This happens every year – we moan, groan, procrastinate and stall, hoping that the longer we wait, the easier the numbers will become. ("That’s what you get for skipping out of high school algebra," says the Lizard of Fun, tapping away on its adding machine. "Now, how do I find the square root of negative 12? I think that’s about what I earned in ’98.") And then the mad dash to the car, and the exhilarating feeling of arriving at the post office along with a fleet of cars, all carrying drivers who are also handing their tax returns to tired-looking postal workers on the street outside. ("Yeah, you just don’t get that sense of community many other places, these days," says the Lizard. "We’re all in this together. Whooo.")

We’re about to head into the home stretch, when those orange-and-white-striped traffic barrels start to appear on the side of the road. "Whoa, watch the Schneider egg!" shouts the Lizard, as I skim past one, nearly hitting it.

"The what?"

"Those orange Schneider transport trucks. They lay these barrels. It’s how they reproduce. Kind of like lizards. Look out!"

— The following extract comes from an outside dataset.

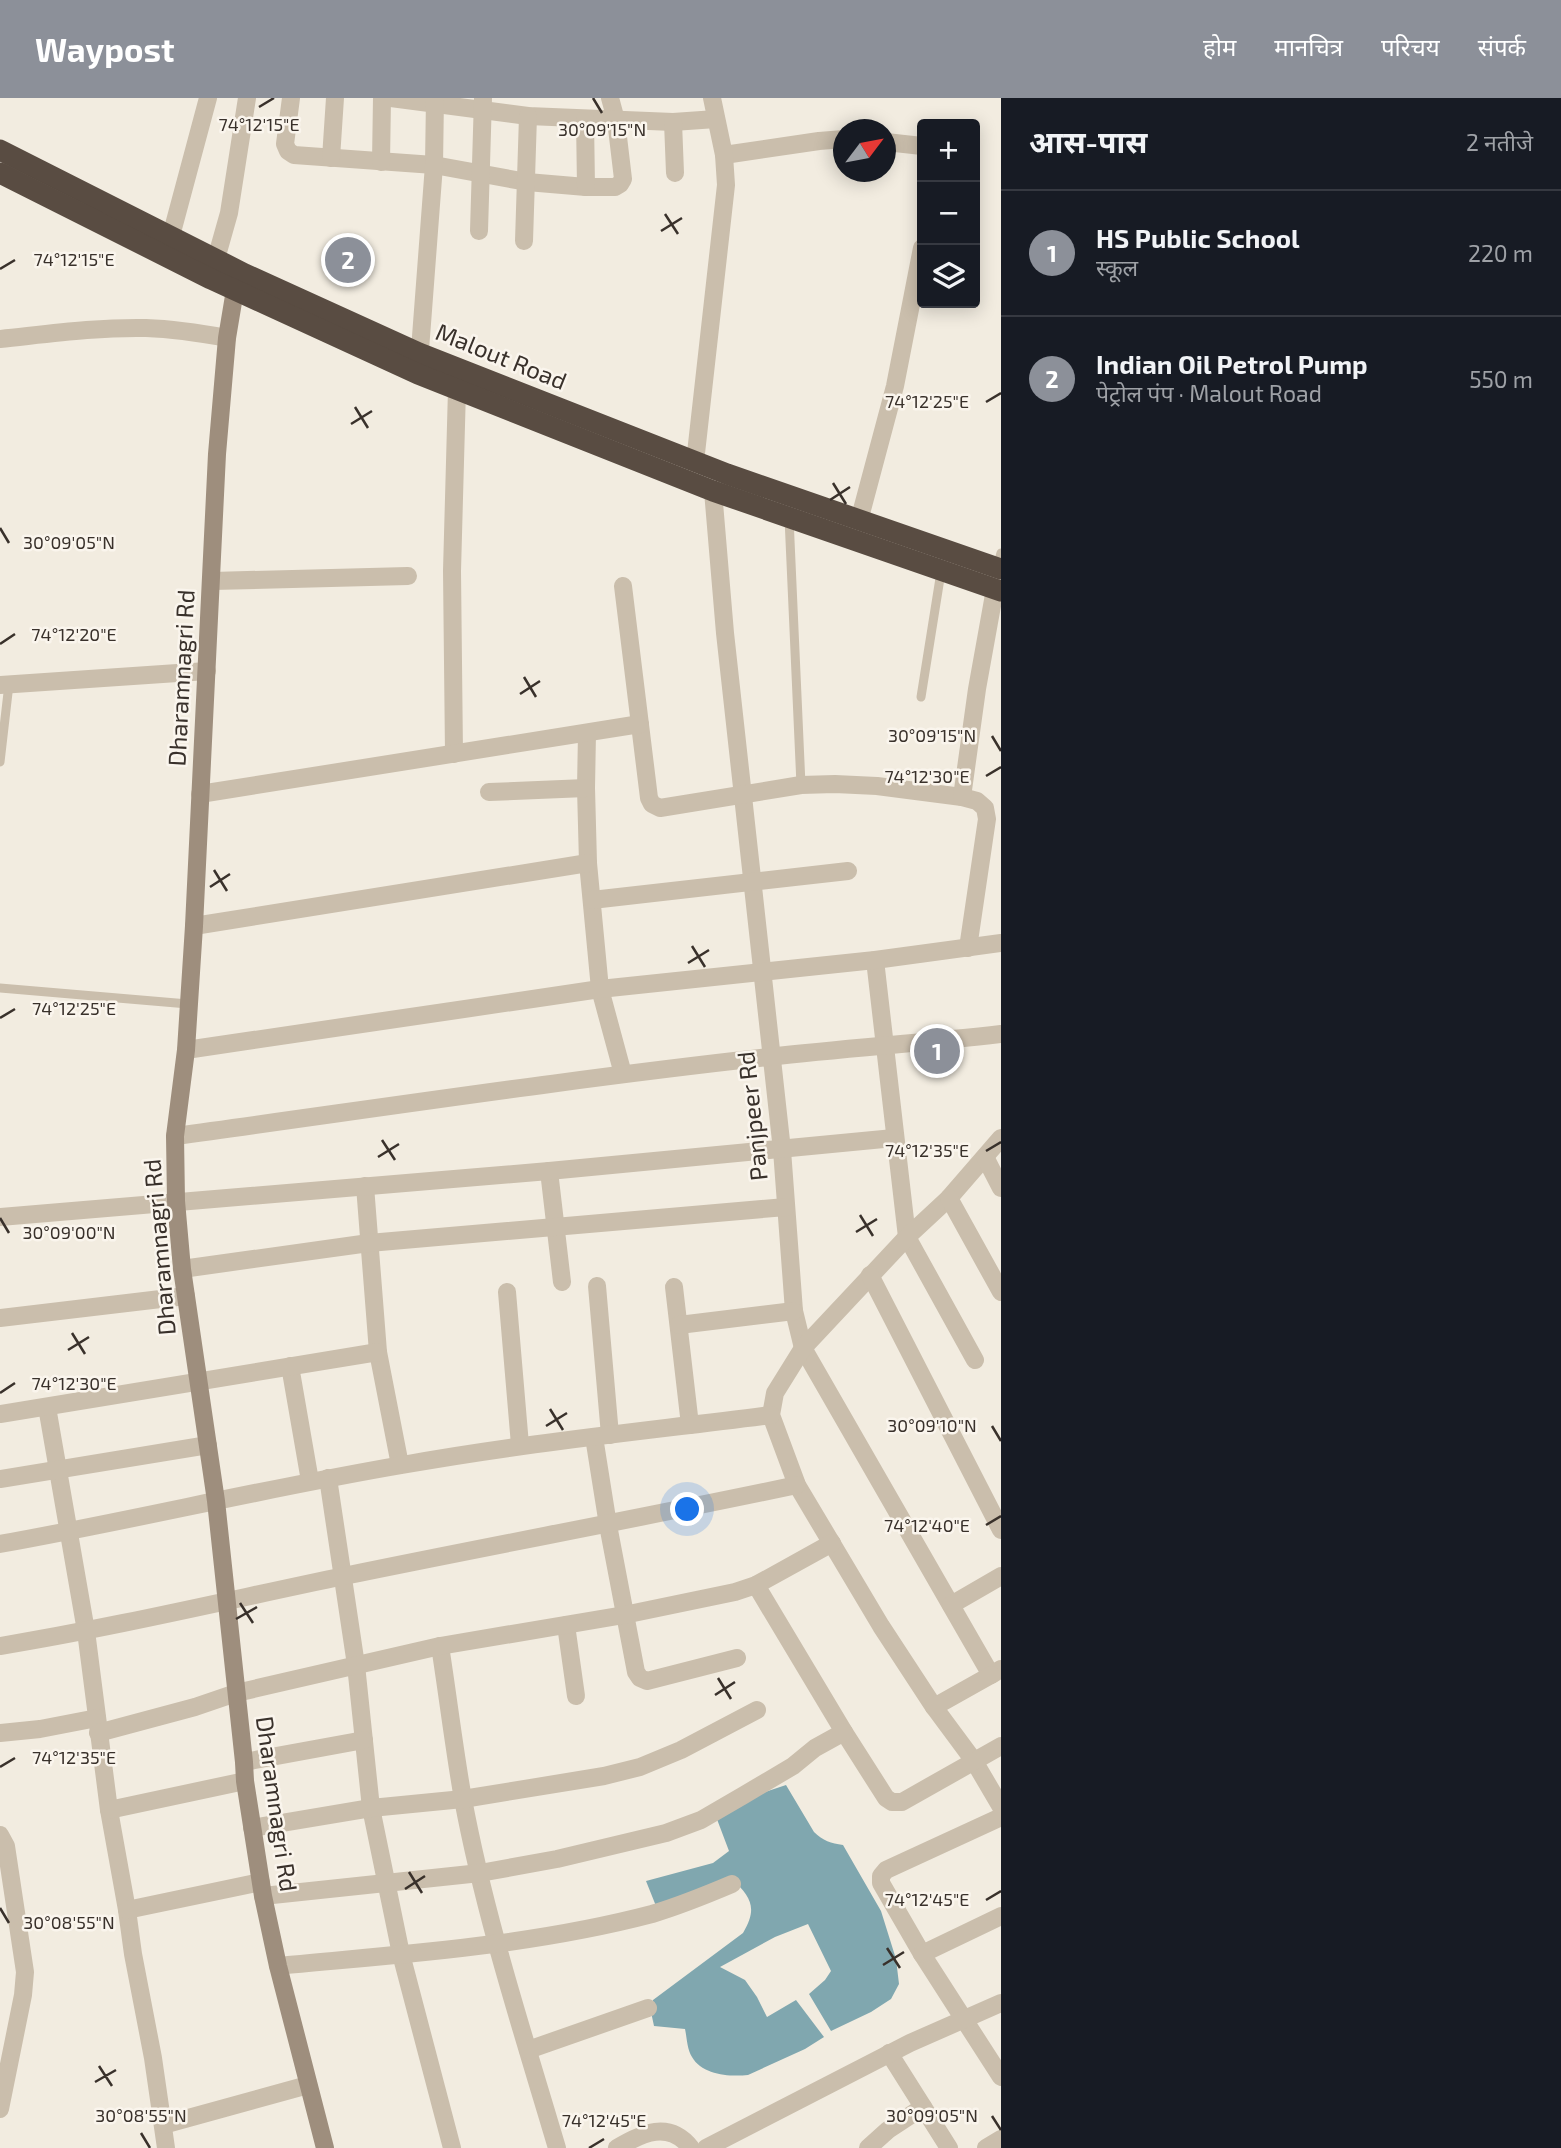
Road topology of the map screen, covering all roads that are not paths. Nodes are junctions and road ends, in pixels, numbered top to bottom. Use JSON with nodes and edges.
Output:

I slam on the brakes just in time to avoid hitting one of those flashing arrow signs that tells drivers to get over into the other lane.

"You want me to drive?" the Lizard asks. "I got the high score on Gran Turismo yesterday. And this is obviously too fast-paced for you."

"Not any more," I snap. Traffic has come to a standstill. We’ve got 15 minutes to get our taxes in, and we’re stuck in construction. Great.

The Lizard, unworried, lounges in the passenger seat, its feet on the dashboard, scribbling in purple crayon on the back of its tax return envelope.

"What rhymes with freeway?" it asks, adjusting its beret.

"Seaway? Like the St. Lawrence Seaway?" I suggest.

"Naaah, too fluid," it says. "I need something more sluggish. Like tar."

"Tar doesn’t rhyme with freeway."

"No, but it does rhyme with car, which is good. I can work with that."

It turns out the Lizard is composing verse in honor of April, which is National Poetry Month. ("I think it has something to do with T.S. Eliot," says the Lizard. "He hated doing his taxes, too, so he put that line in The Wasteland: ‘April is the cruelest month.’")

I edge over to squeeze in behind a SUV that looks ready to go off-road on the freeway embankment. "How can you see anything poetic in this?"

"Don’t you get it? Cars, poetry, roads – they just go together!" The Lizard gives me that look again – the one that says, "Freak girl, when are you going to catch up to this week?"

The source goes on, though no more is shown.